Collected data
********
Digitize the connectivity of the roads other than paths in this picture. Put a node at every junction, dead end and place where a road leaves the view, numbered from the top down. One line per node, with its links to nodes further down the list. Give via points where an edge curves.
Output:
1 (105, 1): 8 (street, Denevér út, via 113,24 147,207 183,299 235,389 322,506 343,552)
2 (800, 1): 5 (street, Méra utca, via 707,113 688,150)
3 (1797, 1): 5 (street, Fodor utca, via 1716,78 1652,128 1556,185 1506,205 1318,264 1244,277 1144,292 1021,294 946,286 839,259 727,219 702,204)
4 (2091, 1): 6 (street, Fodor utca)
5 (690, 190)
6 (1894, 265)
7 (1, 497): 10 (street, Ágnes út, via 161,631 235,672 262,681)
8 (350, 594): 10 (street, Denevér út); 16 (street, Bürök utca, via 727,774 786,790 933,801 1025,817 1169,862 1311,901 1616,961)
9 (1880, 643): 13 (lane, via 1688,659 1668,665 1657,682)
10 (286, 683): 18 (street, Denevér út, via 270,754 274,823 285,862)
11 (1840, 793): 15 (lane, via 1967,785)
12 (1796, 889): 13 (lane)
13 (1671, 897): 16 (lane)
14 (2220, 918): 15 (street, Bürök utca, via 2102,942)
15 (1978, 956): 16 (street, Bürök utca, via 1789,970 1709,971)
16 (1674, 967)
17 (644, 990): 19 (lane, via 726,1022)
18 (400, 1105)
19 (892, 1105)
********
Transcribe every record. Match each line exactly.

Digitize the connectivity of the roads other than paths in this picture. Put a node at every junction, dead end and place where a road leaves the view, numbered from the top down. One line per node, with its links to nodes further down the list. Give via points where an edge curves.
Output:
1 (105, 1): 8 (street, Denevér út, via 113,24 147,207 183,299 235,389 322,506 343,552)
2 (800, 1): 5 (street, Méra utca, via 707,113 688,150)
3 (1797, 1): 5 (street, Fodor utca, via 1716,78 1652,128 1556,185 1506,205 1318,264 1244,277 1144,292 1021,294 946,286 839,259 727,219 702,204)
4 (2091, 1): 6 (street, Fodor utca)
5 (690, 190)
6 (1894, 265)
7 (1, 497): 10 (street, Ágnes út, via 161,631 235,672 262,681)
8 (350, 594): 10 (street, Denevér út); 16 (street, Bürök utca, via 727,774 786,790 933,801 1025,817 1169,862 1311,901 1616,961)
9 (1880, 643): 13 (lane, via 1688,659 1668,665 1657,682)
10 (286, 683): 18 (street, Denevér út, via 270,754 274,823 285,862)
11 (1840, 793): 15 (lane, via 1967,785)
12 (1796, 889): 13 (lane)
13 (1671, 897): 16 (lane)
14 (2220, 918): 15 (street, Bürök utca, via 2102,942)
15 (1978, 956): 16 (street, Bürök utca, via 1789,970 1709,971)
16 (1674, 967)
17 (644, 990): 19 (lane, via 726,1022)
18 (400, 1105)
19 (892, 1105)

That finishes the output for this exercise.